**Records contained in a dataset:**
● ● ● ● ●
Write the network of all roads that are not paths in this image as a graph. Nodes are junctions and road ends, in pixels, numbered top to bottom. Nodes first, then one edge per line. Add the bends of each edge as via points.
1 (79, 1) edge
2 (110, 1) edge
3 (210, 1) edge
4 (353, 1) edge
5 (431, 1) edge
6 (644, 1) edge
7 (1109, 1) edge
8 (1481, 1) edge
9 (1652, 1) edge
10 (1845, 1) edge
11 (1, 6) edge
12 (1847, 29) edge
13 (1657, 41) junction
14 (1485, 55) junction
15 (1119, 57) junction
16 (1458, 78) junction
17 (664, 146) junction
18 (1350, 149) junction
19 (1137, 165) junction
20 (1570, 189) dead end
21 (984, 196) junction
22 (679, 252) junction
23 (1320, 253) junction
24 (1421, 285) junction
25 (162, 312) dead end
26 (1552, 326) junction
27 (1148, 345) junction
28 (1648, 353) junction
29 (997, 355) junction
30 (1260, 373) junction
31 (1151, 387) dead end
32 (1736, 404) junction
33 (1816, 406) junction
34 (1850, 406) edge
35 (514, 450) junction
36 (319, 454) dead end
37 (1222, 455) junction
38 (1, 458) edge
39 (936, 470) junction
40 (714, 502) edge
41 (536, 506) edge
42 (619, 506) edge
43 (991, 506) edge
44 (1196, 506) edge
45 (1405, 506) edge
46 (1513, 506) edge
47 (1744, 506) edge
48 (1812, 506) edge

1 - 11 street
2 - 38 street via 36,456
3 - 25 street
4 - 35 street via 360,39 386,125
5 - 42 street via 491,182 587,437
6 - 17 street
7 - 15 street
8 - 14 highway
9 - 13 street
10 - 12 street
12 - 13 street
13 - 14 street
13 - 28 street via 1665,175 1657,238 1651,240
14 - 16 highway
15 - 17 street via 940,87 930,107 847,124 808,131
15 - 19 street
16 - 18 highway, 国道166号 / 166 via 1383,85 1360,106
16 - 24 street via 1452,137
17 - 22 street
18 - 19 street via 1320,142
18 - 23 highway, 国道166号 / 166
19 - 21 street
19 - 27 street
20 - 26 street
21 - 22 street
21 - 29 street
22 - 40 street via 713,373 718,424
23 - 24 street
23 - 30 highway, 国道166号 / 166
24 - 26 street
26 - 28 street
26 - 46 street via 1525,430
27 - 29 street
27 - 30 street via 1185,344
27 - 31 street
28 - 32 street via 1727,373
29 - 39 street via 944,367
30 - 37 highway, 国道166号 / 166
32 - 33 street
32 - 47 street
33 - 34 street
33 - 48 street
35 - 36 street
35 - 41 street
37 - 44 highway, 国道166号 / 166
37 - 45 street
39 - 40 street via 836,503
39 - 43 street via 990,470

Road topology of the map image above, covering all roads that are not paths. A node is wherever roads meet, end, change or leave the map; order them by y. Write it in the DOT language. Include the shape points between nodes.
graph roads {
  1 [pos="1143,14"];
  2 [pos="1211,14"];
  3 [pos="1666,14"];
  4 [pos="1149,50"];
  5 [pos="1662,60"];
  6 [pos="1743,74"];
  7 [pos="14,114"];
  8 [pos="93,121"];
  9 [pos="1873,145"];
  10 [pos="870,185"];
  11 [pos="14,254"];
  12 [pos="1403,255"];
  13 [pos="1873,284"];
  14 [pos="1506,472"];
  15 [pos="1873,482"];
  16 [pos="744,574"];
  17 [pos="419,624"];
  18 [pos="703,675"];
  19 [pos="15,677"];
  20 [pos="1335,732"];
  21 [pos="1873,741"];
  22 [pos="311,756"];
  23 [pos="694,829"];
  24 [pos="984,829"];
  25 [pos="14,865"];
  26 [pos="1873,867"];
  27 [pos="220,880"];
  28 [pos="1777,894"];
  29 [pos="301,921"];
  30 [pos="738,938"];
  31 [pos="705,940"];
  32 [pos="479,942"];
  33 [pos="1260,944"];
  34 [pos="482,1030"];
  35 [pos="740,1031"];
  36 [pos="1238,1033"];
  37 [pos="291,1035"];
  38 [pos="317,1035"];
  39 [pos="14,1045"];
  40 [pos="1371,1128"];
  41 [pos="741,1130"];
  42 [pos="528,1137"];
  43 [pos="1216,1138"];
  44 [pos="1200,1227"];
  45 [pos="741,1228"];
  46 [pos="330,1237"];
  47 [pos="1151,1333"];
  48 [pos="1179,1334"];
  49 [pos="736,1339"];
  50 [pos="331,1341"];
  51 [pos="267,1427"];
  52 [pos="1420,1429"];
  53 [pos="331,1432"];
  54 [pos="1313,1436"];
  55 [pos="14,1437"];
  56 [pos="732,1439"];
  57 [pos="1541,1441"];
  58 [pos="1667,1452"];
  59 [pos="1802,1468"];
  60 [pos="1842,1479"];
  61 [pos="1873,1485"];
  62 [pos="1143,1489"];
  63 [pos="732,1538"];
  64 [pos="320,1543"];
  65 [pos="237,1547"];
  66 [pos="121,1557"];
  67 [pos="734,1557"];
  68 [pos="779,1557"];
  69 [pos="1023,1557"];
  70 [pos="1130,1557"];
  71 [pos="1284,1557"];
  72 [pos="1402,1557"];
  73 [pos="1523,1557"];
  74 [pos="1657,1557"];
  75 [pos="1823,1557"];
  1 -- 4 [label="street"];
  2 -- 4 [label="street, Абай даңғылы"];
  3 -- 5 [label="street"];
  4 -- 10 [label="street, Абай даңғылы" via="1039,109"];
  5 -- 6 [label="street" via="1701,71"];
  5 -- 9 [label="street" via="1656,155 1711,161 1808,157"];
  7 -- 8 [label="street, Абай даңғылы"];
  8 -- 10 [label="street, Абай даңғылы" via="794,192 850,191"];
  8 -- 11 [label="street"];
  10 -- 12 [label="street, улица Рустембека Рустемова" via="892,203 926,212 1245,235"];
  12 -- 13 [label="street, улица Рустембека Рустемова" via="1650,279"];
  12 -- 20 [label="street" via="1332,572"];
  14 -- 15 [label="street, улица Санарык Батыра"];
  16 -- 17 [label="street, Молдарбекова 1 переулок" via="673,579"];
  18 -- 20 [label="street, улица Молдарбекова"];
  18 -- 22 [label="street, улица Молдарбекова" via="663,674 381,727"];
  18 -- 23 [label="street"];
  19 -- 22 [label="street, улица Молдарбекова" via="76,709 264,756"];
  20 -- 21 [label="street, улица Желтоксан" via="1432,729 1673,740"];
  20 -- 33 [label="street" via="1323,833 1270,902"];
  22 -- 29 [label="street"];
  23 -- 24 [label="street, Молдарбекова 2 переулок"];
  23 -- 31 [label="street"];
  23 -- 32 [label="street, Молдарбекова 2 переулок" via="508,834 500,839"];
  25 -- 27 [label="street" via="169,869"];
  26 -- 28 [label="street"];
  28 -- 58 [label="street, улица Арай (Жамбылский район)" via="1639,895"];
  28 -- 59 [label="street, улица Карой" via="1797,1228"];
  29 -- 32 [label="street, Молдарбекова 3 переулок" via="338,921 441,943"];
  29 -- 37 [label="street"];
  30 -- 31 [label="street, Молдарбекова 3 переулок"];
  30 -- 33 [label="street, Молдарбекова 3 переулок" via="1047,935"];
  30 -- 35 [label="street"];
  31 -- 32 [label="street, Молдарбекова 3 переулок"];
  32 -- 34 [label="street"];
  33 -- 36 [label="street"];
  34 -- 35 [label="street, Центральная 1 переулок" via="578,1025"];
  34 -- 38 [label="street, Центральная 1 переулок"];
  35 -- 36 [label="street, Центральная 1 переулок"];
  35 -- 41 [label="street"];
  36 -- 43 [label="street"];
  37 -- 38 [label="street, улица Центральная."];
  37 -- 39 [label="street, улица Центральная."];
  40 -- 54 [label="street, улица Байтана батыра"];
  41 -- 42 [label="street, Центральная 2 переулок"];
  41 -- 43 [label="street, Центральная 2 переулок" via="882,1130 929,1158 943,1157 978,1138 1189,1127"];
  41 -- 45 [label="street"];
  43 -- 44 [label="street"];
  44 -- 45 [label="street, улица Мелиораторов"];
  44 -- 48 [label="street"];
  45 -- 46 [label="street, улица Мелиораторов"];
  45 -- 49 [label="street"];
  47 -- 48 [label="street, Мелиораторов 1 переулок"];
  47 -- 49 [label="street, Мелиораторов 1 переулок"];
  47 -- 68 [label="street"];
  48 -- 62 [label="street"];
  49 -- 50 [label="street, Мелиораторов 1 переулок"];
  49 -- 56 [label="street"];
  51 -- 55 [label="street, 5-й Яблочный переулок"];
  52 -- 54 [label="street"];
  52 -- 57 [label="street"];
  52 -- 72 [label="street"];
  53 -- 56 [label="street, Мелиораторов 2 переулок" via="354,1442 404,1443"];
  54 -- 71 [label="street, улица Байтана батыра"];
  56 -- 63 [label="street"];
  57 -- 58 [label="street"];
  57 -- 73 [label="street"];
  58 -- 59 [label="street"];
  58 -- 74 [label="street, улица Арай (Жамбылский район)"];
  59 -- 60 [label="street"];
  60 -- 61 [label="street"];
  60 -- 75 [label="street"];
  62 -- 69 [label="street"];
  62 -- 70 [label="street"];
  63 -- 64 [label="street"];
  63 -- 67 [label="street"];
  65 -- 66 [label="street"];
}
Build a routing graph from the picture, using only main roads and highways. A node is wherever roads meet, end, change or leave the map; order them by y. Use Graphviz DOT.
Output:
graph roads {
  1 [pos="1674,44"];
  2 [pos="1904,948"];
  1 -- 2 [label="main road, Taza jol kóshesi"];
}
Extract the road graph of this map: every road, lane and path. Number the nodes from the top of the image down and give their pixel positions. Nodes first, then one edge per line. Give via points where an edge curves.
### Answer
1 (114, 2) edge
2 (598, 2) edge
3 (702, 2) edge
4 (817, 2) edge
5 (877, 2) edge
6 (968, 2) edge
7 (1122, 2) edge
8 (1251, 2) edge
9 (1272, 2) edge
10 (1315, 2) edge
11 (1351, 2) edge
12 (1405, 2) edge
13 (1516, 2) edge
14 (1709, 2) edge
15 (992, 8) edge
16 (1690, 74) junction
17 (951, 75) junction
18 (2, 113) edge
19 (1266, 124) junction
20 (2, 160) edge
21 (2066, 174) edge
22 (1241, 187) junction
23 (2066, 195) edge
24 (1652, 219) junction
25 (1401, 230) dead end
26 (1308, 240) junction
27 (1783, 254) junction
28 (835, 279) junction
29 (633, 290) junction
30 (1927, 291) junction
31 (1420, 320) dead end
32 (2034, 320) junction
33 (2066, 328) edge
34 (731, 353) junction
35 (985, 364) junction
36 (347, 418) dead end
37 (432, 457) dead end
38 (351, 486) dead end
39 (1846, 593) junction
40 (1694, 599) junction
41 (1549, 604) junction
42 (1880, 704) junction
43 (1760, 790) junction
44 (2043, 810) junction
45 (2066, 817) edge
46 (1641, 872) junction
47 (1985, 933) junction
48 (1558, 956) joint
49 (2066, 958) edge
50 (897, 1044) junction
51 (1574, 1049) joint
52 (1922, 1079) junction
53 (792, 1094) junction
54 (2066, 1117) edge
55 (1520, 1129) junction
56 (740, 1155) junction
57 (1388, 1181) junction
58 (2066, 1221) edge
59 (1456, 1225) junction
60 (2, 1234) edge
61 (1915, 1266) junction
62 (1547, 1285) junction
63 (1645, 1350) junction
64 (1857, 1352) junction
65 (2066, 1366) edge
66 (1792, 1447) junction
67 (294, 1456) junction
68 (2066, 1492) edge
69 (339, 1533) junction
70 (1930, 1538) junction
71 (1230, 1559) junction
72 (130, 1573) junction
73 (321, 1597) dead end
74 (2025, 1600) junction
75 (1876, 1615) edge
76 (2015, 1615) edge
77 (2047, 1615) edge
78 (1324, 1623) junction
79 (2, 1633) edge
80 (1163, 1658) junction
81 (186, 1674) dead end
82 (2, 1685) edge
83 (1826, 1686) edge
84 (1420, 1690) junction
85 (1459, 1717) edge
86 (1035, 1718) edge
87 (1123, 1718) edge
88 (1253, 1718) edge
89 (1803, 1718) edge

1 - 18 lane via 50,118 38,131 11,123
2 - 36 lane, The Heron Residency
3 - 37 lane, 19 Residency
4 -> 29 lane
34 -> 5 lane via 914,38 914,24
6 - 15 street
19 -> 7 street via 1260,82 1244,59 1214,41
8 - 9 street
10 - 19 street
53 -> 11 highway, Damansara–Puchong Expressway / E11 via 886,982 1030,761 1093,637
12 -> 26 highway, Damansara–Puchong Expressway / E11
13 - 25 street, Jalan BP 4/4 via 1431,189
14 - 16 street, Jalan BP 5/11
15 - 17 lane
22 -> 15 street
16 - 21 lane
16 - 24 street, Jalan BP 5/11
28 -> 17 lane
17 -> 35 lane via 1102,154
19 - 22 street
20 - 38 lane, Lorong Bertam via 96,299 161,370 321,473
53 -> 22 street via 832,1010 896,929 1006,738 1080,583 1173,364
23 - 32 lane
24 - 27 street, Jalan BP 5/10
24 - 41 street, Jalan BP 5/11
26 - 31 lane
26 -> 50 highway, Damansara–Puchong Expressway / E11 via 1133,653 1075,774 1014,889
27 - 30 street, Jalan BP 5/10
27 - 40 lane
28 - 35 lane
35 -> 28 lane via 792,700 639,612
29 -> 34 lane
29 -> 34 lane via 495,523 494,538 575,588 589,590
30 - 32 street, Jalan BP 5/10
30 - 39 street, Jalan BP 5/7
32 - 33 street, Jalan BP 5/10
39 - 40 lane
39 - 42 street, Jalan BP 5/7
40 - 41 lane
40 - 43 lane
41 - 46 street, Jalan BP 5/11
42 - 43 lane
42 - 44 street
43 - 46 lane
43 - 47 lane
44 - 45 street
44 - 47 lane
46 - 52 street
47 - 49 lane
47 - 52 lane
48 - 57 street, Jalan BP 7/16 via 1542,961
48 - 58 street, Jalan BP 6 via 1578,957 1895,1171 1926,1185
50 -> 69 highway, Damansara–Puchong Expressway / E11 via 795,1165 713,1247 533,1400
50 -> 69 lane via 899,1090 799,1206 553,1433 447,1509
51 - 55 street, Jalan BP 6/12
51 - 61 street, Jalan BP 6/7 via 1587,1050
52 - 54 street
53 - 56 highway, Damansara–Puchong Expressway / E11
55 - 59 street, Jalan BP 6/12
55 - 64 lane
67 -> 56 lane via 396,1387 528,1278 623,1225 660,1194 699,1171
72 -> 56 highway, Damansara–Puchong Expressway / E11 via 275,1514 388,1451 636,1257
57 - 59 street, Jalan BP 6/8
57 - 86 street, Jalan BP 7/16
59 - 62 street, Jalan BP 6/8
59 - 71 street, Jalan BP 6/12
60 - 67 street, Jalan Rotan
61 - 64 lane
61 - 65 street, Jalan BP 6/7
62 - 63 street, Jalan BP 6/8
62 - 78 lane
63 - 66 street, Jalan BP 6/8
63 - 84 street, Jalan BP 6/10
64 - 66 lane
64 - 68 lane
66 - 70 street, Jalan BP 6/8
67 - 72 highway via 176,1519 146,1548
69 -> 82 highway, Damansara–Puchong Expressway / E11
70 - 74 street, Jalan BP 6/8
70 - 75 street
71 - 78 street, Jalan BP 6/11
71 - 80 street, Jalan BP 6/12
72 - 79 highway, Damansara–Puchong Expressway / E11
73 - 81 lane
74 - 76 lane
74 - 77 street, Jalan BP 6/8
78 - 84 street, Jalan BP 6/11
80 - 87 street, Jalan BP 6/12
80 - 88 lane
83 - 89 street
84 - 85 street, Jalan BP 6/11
● ● ● ● ●
**DESCRIPTION OF THE TASK:**
Of the lines above, copy each that contains "roads".

**ANSWER BELOW:**
Write the network of all roads that are not paths in this image as a graph. Nodes are junctions and road ends, in pixels, numbered top to bottom. Nodes first, then one edge per line. Add the bends of each edge as via points.
Road topology of the map image above, covering all roads that are not paths. A node is wherever roads meet, end, change or leave the map; order them by y. Write it in the DOT language. Include the shape points between nodes.
graph roads {
Build a routing graph from the picture, using only main roads and highways. A node is wherever roads meet, end, change or leave the map; order them by y. Use Graphviz DOT.
graph roads {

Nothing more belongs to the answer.